A idéia de centro nas tradições antigas
Entre las figuras que incluyen un número mayor de radios debemos mencionar especialmente las ruedas o «ruedecillas», que tienen habitualmente seis u ocho (figs. 3 y 4). La «ruedecilla céltica», que se ha perpetuado a través de casi todo el Medioevo, se presenta en una de esas dos formas; estas mismas figuras, sobre todo la segunda, se encuentran también muy a menudo en los países orientales, particularmente en Caldea y en Asiria, en la India (donde la rueda se llama chakra) y en el Tíbet. Por otra parte, existe estrecho parentesco entre la rueda de seis rayos y el crisma1 , el cual, en suma, no difiere de aquélla sino en el hecho de que la circunferencia a que pertenecen las extremidades de los rayos no está trazada de ordinario; ahora bien: la rueda, en lugar de ser simplemente un signo «solar», como se enseña comúnmente en nuestra época, es ante todo un símbolo del Mundo, lo que podrá comprenderse sin dificultad. En el lenguaje simbólico de la India, se habla constantemente de la «rueda de las cosas» o de la «rueda de la vida», lo cual corresponde netamente a esa significación; y también se encuentra la «rueda de la Ley», expresión que el budismo ha tomado, como tantas otras, de las doctrinas anteriores, y que por lo menos originariamente se refiere sobre todo a las teorías cíclicas. Debe agregarse aún que el Zodíaco también está representado en forma de una rueda, de doce rayos, naturalmente, y que, por otra parte, el nombre que se le da en sánscrito significa literalmente «rueda de los signos»; se podría también traducirlo por «rueda de los números», según el sentido primero de la palabra râçi, con que se designan los signos zodiacales2 .

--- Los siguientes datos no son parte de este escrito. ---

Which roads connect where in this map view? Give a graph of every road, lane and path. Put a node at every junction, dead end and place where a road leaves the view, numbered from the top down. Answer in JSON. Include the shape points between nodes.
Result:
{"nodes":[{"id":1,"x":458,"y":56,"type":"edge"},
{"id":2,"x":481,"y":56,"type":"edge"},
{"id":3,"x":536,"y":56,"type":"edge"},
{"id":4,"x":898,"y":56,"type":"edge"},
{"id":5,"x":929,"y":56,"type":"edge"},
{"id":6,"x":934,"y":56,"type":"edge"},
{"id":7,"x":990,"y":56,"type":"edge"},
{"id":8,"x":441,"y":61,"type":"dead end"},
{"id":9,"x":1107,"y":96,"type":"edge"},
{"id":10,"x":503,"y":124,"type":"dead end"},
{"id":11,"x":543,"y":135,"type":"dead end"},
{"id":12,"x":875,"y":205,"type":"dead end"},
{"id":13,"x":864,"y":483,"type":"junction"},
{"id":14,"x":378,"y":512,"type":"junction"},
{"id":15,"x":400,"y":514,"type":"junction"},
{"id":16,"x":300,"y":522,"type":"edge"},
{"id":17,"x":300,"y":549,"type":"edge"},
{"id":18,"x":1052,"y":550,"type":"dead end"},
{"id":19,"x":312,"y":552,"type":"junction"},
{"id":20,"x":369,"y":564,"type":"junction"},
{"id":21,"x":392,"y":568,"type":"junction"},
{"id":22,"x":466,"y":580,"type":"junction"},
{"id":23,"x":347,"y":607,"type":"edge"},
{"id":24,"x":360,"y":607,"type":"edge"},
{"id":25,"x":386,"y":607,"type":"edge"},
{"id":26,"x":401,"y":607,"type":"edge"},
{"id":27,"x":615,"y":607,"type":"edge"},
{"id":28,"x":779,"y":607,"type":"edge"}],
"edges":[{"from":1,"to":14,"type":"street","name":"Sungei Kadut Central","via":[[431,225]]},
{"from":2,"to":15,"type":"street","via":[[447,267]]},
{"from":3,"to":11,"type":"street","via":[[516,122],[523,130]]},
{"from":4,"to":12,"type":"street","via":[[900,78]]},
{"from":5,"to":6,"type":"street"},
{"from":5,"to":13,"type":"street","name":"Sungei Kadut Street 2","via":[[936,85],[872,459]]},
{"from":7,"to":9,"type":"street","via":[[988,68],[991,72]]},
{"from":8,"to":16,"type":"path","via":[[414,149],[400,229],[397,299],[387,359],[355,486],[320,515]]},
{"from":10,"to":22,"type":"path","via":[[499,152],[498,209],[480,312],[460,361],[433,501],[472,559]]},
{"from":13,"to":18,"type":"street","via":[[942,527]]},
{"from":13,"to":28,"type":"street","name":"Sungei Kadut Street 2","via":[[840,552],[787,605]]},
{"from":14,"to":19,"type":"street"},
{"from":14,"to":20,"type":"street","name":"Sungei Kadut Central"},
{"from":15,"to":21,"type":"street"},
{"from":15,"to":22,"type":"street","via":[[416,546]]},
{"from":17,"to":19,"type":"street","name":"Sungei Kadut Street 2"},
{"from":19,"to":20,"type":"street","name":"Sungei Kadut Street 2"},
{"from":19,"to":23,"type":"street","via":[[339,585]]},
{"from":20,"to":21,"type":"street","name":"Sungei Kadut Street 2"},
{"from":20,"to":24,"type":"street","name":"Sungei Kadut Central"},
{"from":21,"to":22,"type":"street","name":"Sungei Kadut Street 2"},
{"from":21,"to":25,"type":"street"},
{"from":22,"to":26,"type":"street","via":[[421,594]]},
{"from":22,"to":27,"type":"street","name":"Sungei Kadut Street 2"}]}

Hay además cierta conexión entre la rueda y diversos símbolos, florales3 ; habríamos podido hablar, inclusive, para ciertos casos al menos, de una verdadera equivalencia4 . Si se considera una flor simbólica como el loto, el lirio o la rosa5 su abrirse representa, entre otras cosas (pues se trata de símbolos de significaciones múltiples), y por una similitud bien comprensible, el desarrollo de la manifestación; ese abrirse es, por lo demás, una irradiación en torno del centro, pues también en este caso se trata de figuras «centradas», y esto es lo que justifica su asimilación a la rueda6 . En la tradición hindú, el Mundo se representa a veces en forma de un loto en cuyo centro se eleva el Meru, la Montaña sagrada que simboliza al Polo.